Description of the task:
As the answer, give a copy of each line below that includes the word "ถนนปล".

** Records to process follows **

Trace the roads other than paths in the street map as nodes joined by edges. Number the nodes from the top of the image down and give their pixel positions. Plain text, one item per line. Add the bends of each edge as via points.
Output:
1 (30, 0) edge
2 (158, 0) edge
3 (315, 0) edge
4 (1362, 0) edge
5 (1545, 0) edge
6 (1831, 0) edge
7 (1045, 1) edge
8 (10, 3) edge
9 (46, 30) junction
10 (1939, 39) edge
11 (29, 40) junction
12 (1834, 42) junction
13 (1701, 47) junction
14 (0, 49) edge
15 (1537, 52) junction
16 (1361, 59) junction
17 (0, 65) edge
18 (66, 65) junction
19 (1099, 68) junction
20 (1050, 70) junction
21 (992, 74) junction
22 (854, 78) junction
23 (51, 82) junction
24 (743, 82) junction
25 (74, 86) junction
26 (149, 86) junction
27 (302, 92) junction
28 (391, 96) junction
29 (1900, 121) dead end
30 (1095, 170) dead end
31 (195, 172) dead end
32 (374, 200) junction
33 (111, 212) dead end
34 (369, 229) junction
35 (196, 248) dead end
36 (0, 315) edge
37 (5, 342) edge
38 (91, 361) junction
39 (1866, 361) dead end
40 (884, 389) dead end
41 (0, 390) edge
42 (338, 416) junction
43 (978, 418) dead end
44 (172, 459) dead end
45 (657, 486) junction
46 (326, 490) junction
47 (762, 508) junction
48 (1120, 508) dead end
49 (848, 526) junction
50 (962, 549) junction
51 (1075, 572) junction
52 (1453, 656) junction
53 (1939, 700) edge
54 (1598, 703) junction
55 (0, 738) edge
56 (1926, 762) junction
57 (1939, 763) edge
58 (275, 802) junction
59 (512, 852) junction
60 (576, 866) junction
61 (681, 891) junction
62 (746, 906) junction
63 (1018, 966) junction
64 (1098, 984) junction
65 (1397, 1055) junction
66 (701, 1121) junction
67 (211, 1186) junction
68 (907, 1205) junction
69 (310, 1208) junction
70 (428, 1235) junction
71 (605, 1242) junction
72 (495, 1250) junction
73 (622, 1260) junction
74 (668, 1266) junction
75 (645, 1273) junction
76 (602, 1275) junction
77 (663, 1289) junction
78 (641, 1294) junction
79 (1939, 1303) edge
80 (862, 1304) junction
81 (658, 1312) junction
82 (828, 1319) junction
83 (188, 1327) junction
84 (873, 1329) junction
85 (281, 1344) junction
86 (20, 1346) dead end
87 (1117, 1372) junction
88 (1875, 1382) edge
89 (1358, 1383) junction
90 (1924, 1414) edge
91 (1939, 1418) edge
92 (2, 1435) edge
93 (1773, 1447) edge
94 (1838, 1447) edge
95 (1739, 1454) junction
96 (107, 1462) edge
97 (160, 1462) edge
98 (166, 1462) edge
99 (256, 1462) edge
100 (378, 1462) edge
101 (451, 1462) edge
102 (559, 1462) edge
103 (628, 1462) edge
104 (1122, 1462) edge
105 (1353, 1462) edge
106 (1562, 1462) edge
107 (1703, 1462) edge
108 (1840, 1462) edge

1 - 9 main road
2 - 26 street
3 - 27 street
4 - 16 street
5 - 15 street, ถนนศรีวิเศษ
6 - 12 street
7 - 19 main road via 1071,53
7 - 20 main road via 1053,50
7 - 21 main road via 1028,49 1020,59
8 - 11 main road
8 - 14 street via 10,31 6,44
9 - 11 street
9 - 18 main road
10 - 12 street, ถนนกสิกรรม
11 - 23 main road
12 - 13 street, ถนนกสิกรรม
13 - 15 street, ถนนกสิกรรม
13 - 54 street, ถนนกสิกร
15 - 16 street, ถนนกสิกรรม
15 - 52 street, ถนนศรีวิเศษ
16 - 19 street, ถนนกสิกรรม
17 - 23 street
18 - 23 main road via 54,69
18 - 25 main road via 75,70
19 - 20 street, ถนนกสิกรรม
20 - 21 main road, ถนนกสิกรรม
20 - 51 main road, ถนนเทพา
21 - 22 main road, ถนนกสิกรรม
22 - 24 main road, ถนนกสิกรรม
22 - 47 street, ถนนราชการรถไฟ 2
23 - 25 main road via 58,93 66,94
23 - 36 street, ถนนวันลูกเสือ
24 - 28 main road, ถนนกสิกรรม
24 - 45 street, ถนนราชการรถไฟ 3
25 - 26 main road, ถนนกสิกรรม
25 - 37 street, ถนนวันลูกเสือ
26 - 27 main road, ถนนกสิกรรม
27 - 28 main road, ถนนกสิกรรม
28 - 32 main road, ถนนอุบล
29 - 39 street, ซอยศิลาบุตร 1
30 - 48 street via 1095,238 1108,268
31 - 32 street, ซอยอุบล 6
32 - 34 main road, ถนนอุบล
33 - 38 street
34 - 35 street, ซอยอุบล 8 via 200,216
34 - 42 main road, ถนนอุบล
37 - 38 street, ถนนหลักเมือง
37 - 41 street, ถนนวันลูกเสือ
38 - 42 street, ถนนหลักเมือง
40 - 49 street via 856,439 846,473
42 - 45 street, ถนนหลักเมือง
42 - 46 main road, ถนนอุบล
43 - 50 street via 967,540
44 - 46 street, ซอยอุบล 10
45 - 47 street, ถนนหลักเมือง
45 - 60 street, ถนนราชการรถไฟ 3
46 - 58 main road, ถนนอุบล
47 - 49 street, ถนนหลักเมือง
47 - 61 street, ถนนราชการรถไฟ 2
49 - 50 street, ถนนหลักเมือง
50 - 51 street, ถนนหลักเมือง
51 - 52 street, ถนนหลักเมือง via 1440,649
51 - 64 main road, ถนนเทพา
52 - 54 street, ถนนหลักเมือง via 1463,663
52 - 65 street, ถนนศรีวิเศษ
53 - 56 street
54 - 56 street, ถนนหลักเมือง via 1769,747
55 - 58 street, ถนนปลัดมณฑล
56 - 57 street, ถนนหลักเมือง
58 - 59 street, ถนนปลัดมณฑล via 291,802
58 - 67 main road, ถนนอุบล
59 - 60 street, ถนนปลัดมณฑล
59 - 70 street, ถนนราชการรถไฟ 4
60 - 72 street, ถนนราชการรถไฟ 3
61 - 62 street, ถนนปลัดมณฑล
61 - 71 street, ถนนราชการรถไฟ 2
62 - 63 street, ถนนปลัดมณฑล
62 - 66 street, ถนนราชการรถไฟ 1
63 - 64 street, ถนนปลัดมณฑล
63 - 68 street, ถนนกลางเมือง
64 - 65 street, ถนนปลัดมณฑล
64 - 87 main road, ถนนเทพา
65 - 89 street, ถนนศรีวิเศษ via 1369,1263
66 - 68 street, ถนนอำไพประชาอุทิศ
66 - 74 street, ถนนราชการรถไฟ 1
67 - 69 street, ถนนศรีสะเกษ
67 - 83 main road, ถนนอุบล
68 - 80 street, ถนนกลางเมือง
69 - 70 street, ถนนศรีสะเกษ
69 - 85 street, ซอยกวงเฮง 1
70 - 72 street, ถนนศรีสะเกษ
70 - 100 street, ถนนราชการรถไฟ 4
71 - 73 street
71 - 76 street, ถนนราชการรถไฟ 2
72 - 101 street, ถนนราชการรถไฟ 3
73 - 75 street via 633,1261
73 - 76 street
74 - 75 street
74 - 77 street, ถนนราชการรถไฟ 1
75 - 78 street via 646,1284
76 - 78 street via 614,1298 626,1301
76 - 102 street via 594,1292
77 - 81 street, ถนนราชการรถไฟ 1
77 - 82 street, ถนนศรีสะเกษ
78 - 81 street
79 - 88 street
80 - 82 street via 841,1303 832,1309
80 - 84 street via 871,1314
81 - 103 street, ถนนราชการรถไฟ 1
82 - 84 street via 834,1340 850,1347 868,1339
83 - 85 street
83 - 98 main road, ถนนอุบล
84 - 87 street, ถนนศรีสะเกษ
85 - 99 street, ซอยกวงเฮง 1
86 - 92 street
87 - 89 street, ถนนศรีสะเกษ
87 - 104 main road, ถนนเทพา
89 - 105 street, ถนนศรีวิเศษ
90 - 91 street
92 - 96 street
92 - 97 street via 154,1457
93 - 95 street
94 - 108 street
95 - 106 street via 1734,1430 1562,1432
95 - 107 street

** End of Records to process **

Written response:
55 - 58 street, ถนนปลัดมณฑล
58 - 59 street, ถนนปลัดมณฑล via 291,802
59 - 60 street, ถนนปลัดมณฑล
61 - 62 street, ถนนปลัดมณฑล
62 - 63 street, ถนนปลัดมณฑล
63 - 64 street, ถนนปลัดมณฑล
64 - 65 street, ถนนปลัดมณฑล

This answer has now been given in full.